Authors:
Thrupthi Ann John
1
;
Isha Dua
1
;
Vineeth N. Balasubramanian
2
and
C. V. Jawahar
1
Affiliations:
1
Center for Visual Information Technology, International Institute of Information Technology, Hyderabad, India
;
2
Department of Computer Science and Engineering, Indian Institute of Technology, Hyderabad, India
Keyword(s):
Face Tasks, Transfer Learning, Efficient Transfer Learning, Face Recognition, Expression Recognition, Age Prediction, Gender Prediction, Head Pose.
Abstract:
Transfer learning is a popular method for obtaining deep trained models for data-scarce face tasks such as head pose and emotion. However, current transfer learning methods are inefficient and time-consuming as they do not fully account for the relationships between related tasks. Moreover, the transferred model is large and computationally expensive.
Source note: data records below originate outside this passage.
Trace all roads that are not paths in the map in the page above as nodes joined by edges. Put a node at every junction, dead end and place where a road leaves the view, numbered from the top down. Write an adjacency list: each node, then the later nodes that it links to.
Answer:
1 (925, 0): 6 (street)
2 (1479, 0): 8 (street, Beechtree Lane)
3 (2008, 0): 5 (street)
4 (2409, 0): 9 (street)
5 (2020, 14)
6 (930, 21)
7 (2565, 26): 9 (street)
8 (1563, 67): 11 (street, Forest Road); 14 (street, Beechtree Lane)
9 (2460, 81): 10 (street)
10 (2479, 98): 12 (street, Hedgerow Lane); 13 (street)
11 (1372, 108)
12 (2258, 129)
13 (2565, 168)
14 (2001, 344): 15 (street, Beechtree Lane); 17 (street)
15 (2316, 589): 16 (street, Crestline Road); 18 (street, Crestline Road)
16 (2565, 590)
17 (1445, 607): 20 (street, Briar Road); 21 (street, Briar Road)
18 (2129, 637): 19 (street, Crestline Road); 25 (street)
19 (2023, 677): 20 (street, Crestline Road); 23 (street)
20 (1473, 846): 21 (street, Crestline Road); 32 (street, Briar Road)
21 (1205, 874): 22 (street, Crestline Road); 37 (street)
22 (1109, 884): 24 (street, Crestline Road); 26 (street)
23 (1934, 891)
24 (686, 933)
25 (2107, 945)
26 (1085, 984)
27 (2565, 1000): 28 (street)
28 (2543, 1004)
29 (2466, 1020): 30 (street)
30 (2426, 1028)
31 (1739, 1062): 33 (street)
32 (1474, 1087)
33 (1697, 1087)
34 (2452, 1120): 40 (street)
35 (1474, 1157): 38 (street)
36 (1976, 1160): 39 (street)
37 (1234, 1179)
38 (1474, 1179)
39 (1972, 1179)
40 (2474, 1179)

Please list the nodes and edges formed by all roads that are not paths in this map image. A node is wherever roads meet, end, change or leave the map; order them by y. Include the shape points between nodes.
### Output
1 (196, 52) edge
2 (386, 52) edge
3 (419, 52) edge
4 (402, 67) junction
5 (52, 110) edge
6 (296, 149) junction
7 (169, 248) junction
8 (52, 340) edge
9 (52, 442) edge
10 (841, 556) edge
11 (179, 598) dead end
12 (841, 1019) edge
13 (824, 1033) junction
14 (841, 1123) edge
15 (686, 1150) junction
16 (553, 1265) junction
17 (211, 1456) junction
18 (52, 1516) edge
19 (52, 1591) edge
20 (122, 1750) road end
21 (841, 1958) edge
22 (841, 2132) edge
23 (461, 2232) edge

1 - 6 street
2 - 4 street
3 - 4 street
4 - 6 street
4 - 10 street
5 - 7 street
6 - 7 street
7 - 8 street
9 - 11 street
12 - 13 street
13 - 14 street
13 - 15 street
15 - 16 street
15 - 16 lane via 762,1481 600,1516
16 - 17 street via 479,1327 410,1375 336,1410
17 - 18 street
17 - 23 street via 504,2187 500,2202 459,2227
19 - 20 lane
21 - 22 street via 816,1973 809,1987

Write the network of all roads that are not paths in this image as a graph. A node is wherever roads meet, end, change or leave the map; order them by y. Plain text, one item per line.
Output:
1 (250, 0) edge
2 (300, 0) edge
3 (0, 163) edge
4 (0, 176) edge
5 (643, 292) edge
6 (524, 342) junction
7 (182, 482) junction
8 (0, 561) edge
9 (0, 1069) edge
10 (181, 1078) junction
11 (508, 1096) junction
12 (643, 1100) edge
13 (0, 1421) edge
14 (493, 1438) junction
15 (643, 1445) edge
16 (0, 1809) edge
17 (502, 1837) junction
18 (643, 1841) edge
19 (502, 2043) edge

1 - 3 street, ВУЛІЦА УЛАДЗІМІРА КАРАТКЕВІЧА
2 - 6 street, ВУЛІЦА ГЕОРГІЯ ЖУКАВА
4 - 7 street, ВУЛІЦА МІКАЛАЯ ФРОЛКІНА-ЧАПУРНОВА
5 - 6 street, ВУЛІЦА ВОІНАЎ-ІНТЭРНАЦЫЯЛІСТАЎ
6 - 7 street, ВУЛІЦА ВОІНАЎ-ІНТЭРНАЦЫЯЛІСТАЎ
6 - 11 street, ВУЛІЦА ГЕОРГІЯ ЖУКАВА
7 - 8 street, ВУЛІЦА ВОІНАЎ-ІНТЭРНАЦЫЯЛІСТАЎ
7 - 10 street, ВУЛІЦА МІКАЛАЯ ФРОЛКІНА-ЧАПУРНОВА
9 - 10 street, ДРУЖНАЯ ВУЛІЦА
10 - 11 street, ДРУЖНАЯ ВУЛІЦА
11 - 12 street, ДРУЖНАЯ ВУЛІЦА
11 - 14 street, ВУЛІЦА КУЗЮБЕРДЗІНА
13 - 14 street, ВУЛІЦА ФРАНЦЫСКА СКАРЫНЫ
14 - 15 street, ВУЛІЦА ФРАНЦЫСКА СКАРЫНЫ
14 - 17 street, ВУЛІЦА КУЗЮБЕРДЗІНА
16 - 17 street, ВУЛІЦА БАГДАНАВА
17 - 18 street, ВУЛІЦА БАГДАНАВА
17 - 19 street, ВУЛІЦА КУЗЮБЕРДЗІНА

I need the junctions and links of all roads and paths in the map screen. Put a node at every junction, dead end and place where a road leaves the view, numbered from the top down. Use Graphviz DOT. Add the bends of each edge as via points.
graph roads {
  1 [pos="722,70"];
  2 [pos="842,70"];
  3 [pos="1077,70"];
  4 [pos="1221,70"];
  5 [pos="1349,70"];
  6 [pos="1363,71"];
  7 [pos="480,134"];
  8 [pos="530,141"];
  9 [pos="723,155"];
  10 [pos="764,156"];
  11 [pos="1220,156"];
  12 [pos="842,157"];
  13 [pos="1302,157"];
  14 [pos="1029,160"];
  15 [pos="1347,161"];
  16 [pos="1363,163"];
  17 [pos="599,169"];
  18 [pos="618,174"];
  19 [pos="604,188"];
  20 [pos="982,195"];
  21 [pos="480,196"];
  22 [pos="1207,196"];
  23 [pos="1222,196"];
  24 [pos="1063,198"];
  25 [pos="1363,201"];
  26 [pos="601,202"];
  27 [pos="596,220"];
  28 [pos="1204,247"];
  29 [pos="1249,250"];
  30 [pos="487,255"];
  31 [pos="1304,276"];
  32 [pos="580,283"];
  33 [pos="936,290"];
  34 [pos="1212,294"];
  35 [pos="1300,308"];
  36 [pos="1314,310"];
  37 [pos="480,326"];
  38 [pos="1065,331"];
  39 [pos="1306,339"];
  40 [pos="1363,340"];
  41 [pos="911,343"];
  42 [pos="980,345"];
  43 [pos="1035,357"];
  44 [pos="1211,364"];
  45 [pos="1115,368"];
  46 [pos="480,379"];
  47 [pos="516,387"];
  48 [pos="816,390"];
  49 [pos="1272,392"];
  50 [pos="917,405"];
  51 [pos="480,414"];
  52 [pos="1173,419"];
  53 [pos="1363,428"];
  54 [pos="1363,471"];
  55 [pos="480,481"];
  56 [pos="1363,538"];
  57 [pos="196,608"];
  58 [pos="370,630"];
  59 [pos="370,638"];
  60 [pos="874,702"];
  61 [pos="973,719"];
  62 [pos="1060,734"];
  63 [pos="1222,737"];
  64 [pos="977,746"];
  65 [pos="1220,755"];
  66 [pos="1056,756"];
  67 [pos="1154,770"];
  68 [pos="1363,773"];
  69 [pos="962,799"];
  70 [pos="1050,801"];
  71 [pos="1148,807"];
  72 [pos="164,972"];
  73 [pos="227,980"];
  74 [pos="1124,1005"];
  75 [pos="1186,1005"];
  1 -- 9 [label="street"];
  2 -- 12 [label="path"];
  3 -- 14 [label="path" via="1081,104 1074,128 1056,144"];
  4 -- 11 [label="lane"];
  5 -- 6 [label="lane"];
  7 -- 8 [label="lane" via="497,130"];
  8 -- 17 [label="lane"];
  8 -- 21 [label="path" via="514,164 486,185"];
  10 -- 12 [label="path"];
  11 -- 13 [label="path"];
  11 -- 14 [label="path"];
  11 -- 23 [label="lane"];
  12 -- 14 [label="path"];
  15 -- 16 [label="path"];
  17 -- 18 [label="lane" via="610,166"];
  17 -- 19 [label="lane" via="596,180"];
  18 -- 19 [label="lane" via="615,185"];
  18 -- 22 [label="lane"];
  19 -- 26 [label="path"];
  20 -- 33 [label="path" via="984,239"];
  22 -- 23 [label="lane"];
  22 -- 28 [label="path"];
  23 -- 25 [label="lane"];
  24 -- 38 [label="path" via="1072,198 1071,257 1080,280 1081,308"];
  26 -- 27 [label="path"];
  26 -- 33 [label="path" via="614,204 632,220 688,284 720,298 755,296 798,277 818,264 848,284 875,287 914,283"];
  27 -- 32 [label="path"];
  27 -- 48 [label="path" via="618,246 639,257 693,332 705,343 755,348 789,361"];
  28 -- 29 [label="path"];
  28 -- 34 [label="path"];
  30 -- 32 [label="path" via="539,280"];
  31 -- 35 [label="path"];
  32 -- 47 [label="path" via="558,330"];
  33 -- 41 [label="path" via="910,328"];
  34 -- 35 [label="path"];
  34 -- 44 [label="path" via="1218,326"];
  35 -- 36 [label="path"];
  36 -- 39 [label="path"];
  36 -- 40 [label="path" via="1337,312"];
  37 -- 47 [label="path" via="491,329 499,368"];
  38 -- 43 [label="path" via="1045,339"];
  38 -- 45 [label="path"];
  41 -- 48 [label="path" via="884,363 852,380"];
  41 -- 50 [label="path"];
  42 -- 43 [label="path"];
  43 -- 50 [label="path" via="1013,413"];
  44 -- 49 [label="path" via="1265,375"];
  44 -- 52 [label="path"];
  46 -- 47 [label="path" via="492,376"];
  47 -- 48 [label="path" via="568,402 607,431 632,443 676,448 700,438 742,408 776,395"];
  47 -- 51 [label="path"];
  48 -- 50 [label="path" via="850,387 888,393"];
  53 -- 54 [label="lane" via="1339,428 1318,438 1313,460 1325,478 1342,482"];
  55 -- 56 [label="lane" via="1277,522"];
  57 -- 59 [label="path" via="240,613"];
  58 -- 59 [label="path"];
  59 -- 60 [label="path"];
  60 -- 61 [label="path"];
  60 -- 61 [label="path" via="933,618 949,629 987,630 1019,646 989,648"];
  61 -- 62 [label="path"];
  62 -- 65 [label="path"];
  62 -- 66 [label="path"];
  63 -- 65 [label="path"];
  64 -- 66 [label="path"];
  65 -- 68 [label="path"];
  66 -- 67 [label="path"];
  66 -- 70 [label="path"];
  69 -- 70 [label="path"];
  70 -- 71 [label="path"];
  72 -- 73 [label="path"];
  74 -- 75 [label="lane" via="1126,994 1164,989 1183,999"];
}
As an alternative, we propose ETL: a technique that efficiently transfers a pre-trained model to a new task by retaining only cross-task aware filters, resulting in a sparse transferred model. We demonstrate the effectiveness of ETL by transferring VGGFace, a popular face recognition model to four diverse face tasks. Our experiments show that we attain a size reduction up to 97% and an inference time reduction up to 94% while retaining 99.5% of the baseline transfer learning accuracy.